Simplicity in design
Posted in Random Stuff on August 25th, 2010 by MrCrankyThe microwave in our office is quite annoying. I mean, it does its job: nuking food with radiation, but to actually persuade it to get that far is an unnecessary chore. It’s got a numeric keypad, plus another half dozen control buttons and a start button. If I want to get it to heat my soup, I have to press Time, punch in 3,0,0, then Power, then Start. To be honest, I don’t even know what those other 4 buttons do, and I’m a tech savvy person. We have that self same sequence written out in a note taped to the top of the microwave, since it’s exactly what you want to do 95% of the time.
Which is what bugs me about the whole thing. The product designers have added a whole mess of extra buttons, all of which adds to the cost of the product, to satisfy controllability that we really just don’t use. Even that last 5% of the time, if we didn’t have that extra controllability, we’d be able to just make do. It’s not a surprise to me that industrial microwaves have pretty much two controls: a dial for power, and a dial for time. Anything more smacks of designers trying to justify their own salary, or interference from people who don’t really understand their customers. To be honest even those two controls are overkill. A single button that adds 30 seconds to the clock and starts the microwave (if it’s not already started), and another to cancel. Simplicity.
This isn’t just a rant about our microwave. Okay, well maybe a little bit. But it’s a design principle that goes through everything, games design included. Understanding what your users want to do in the majority of cases, and give them just what they want, but resist the temptation to drown that out with other minor features. It’s not just user interfaces, it’s features as well. Even with the best interface in the world, games or tools that try to over-complicate things end up suffering. Not only do those features take valuable developer time to implement, they’re almost certainly going to increase the odds of those features adversely interacting with the important core features.
So why put in unnecessary features? Many reasons:
- Feature matching: Some other competing product has these features. Doesn’t matter if the user values them, or even if they’re appropriate given your design, just that the designer thinks they need to ‘measure up’.
- External requests: Maybe it’s not the designer asking for these extra features. Maybe it’s the manager, or the boss. Or the bosses wife. Who knows. Someone who isn’t responsible for the design, trying to ‘help’. And usually since they’ve got more clout than the designer, they get their way, even if it hurts the product.
- Brainstorming: At the start of the project, it’s pretty common to come up with a big list of features. Sure, they get prioritised, but they’re still all in the ‘potential’ spec for the product. Features get cut because there’s not enough time to do them, but less often they get cut because they’re just not important enough. The designer’s not to blame for this one, because that’s the product owner’s responsibility. But still, they need to co-ordinate with the designer, and understand how the features improve the product vs. the cost of putting them in.

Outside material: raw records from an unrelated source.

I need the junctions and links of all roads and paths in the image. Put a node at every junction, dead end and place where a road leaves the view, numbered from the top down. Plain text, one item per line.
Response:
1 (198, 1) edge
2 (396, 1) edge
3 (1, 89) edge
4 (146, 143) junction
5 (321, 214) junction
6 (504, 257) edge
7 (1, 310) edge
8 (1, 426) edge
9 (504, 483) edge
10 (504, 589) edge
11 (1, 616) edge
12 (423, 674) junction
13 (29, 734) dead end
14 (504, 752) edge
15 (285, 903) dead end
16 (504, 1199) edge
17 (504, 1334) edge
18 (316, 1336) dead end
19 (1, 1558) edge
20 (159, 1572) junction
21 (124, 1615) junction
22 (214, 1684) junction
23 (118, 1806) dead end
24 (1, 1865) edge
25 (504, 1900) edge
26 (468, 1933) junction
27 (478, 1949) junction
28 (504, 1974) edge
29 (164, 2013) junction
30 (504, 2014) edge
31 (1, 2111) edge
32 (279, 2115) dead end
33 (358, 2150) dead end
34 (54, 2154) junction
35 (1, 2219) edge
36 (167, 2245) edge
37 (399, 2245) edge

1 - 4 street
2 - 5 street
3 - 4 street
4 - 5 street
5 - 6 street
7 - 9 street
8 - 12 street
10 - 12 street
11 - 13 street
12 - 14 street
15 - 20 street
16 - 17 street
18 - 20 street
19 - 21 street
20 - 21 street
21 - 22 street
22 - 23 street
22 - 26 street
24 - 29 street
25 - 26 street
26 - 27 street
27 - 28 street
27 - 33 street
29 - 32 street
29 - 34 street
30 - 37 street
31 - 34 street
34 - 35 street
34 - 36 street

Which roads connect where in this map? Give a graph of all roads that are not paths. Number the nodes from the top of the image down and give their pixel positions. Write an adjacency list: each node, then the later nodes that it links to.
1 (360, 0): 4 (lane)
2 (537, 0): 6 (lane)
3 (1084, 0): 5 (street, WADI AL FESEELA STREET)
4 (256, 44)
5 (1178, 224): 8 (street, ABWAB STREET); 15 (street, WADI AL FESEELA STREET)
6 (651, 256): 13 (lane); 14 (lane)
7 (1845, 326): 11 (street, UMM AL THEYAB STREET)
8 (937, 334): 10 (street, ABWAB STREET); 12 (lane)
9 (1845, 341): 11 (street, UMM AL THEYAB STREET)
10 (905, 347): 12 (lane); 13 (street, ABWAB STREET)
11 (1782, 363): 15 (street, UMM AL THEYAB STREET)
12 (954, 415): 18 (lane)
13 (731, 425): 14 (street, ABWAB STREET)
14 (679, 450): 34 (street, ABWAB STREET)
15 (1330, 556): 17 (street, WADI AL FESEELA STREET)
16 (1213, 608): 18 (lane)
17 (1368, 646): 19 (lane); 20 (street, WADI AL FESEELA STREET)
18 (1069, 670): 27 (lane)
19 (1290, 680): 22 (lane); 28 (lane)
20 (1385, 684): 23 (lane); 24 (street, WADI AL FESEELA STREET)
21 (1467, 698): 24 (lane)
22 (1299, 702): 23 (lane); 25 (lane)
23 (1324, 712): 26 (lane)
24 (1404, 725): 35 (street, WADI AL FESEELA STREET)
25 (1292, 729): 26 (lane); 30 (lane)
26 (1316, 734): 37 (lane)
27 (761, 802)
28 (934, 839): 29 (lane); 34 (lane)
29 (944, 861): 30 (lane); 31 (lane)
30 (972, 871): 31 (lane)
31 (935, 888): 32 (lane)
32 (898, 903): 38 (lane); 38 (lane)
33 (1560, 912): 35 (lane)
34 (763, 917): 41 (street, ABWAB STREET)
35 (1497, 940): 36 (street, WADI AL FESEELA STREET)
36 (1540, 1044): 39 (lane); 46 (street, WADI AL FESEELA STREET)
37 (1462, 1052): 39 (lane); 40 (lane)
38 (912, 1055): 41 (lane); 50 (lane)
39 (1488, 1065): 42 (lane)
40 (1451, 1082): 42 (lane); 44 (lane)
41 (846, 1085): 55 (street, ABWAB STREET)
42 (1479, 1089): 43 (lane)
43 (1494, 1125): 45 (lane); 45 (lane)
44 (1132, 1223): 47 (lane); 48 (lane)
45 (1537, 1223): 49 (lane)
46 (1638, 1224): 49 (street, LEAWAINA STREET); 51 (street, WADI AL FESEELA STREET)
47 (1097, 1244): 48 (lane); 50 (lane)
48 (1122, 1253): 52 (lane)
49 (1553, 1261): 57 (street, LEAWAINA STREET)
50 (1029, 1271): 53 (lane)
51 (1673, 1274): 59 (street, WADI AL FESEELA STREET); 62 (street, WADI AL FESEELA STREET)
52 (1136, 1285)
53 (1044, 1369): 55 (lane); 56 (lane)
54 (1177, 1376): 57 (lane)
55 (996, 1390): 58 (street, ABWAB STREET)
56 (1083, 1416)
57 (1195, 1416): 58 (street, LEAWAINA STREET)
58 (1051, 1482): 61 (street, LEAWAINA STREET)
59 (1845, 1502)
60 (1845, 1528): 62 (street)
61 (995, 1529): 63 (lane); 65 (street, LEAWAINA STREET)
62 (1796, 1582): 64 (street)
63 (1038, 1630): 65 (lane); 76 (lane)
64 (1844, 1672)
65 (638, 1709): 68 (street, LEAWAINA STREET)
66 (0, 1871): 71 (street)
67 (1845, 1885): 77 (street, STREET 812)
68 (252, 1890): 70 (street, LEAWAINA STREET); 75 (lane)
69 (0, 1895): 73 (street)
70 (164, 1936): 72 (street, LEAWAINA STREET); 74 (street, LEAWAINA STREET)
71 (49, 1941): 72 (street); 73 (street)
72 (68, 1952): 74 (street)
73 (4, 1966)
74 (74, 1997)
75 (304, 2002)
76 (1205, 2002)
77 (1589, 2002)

- Notion of product richness: This one is squarely on the designer, and is about not thinking about your product from the customer’s point of view, but rather from the designers. Instead of building a product to meet the customer’s needs, they build the product they think should be built. This is good to a certain degree: sometimes users don’t know they want a feature until they have it. But it should be used sparingly.
Of course it would be easy to take this advice, and ship a project with only a few features, claiming to be keeping things ‘clean’ and ‘simple’, even though they omit the features the customer is really most interested in. As always there is a balance to be struck. The important thing is to understand both the product/game you’re making, and the people who want to use/play it.
So basically I’m pleading with the game and product designers out there: add features sparingly. Not only do you keep your development costs down, you improve your chances of making a cleaner, more usable product, that fits better with what your customers want.